▶ [What is expected]: Wherever the word "Nodes" appears in the entries, copy the whole line.

▶ [Task inputs]:
BEGIN
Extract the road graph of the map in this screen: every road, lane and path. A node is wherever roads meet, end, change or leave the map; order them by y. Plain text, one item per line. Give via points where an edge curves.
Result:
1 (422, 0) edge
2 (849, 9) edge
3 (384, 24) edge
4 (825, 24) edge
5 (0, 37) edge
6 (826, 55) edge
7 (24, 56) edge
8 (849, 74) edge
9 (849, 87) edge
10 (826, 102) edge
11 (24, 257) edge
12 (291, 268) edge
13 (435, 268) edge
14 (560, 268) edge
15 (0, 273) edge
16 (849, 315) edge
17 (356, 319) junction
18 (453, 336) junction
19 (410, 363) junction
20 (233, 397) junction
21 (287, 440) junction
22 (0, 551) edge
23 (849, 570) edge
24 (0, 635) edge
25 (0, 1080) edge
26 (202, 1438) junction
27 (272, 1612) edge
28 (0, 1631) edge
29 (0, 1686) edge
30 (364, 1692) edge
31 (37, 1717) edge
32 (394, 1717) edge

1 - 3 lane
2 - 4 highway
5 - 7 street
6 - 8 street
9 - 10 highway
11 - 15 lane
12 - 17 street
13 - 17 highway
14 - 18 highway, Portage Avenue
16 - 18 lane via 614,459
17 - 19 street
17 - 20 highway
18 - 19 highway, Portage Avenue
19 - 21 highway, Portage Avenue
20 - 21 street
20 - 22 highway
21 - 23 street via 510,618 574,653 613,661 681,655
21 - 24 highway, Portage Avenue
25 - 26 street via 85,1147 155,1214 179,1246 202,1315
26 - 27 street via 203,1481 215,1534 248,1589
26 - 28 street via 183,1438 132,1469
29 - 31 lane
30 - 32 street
END
BEGIN
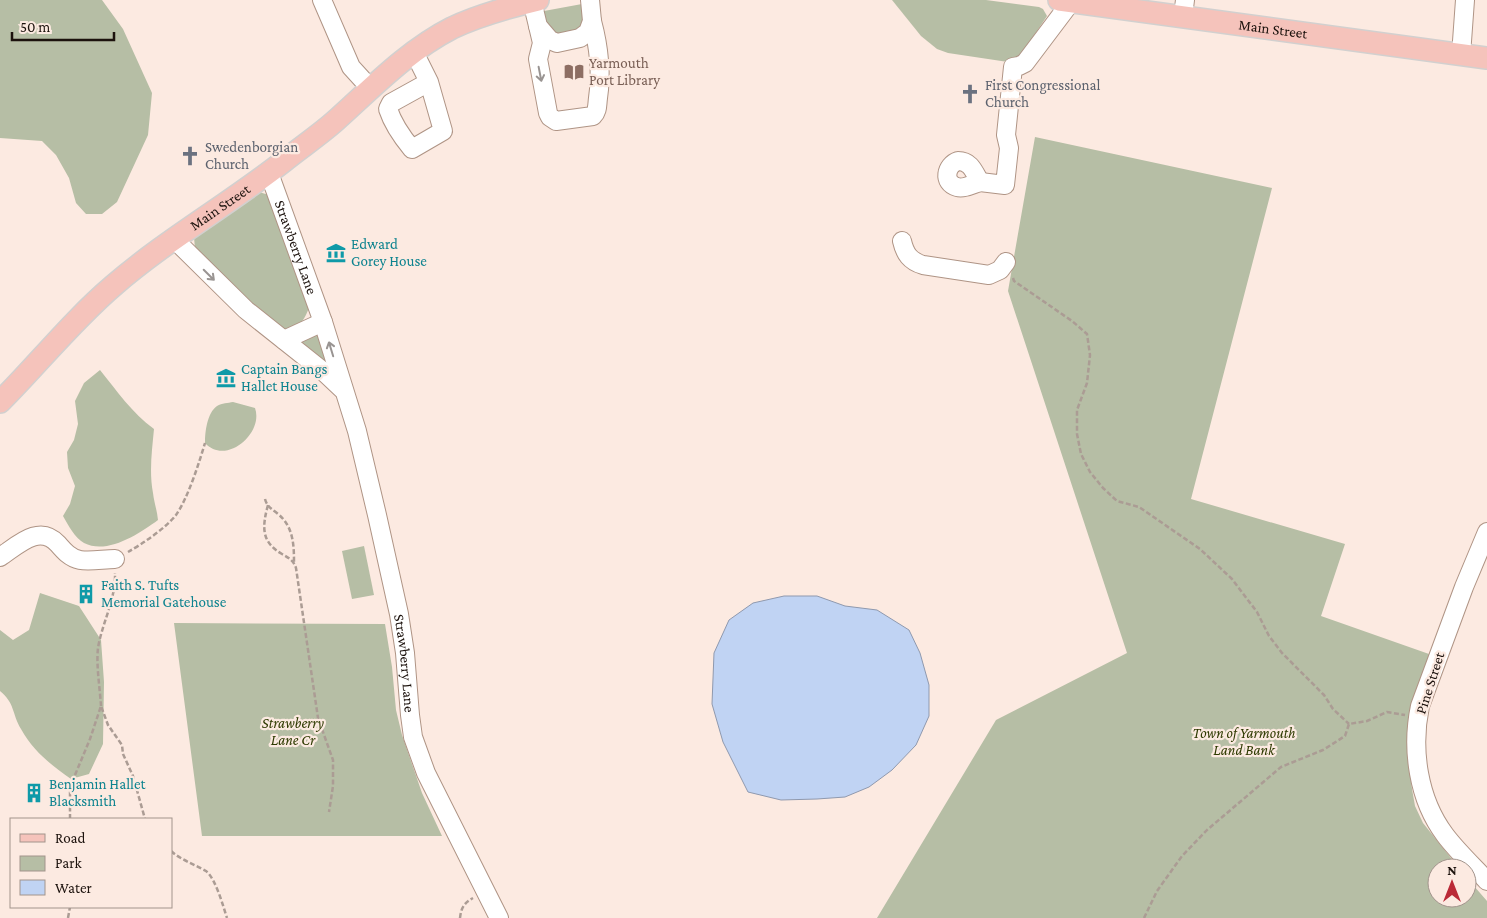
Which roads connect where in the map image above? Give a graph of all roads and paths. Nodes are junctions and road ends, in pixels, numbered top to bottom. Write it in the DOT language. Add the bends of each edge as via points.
END
BEGIN
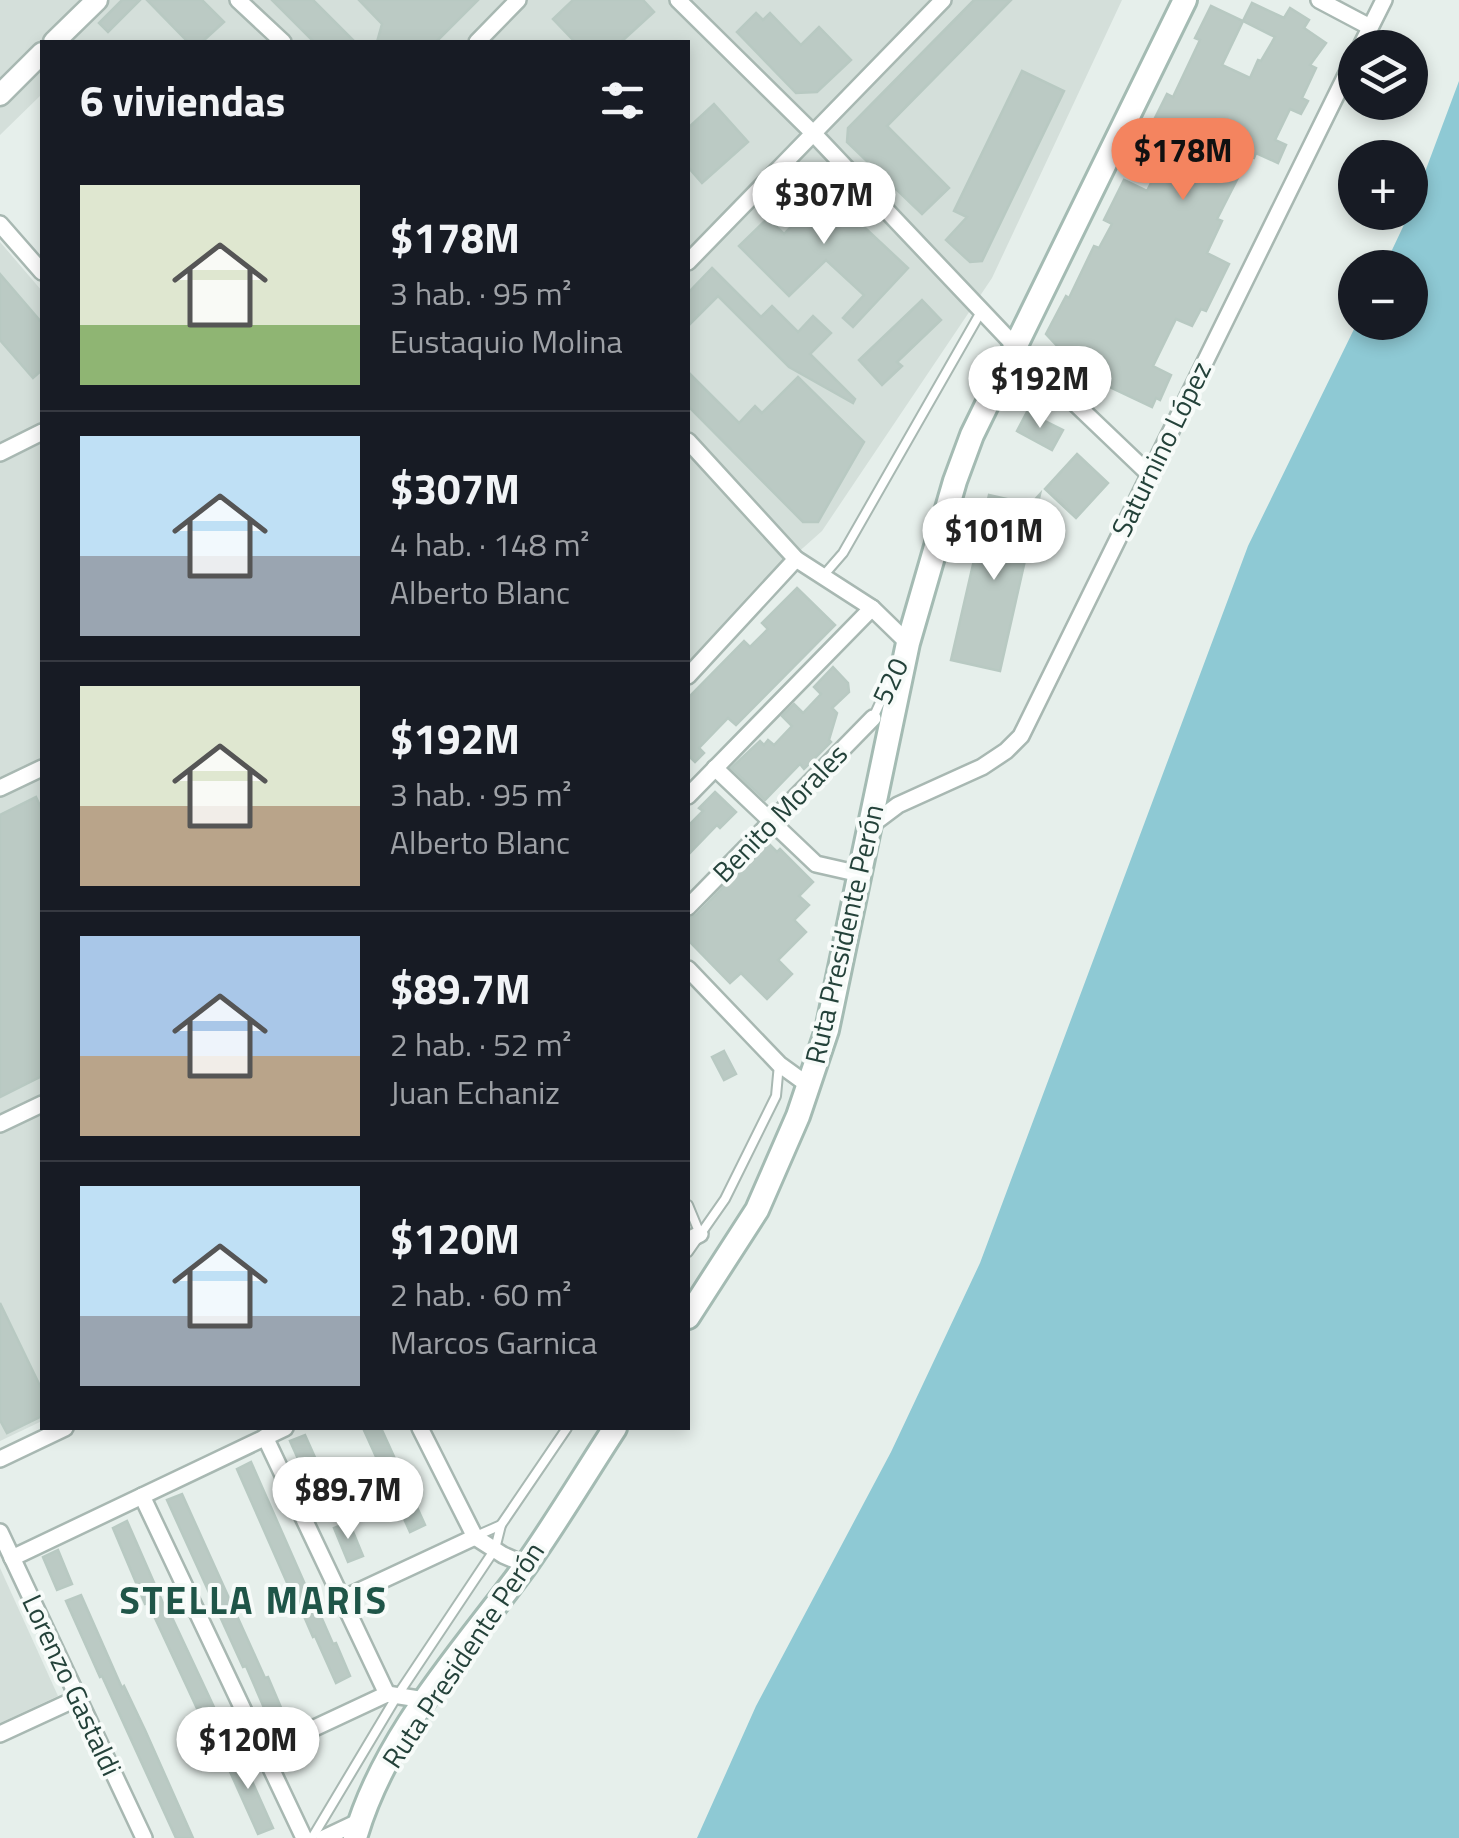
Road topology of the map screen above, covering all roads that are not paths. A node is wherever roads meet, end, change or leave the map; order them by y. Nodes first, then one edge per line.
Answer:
END
▶ [Task solution]:
Which roads connect where in the map image above? Give a graph of all roads and paths. Nodes are junctions and road ends, in pixels, numbered top to bottom. Write it in the DOT language. Add the bends of each edge as via points.
Road topology of the map screen above, covering all roads that are not paths. A node is wherever roads meet, end, change or leave the map; order them by y. Nodes first, then one edge per line.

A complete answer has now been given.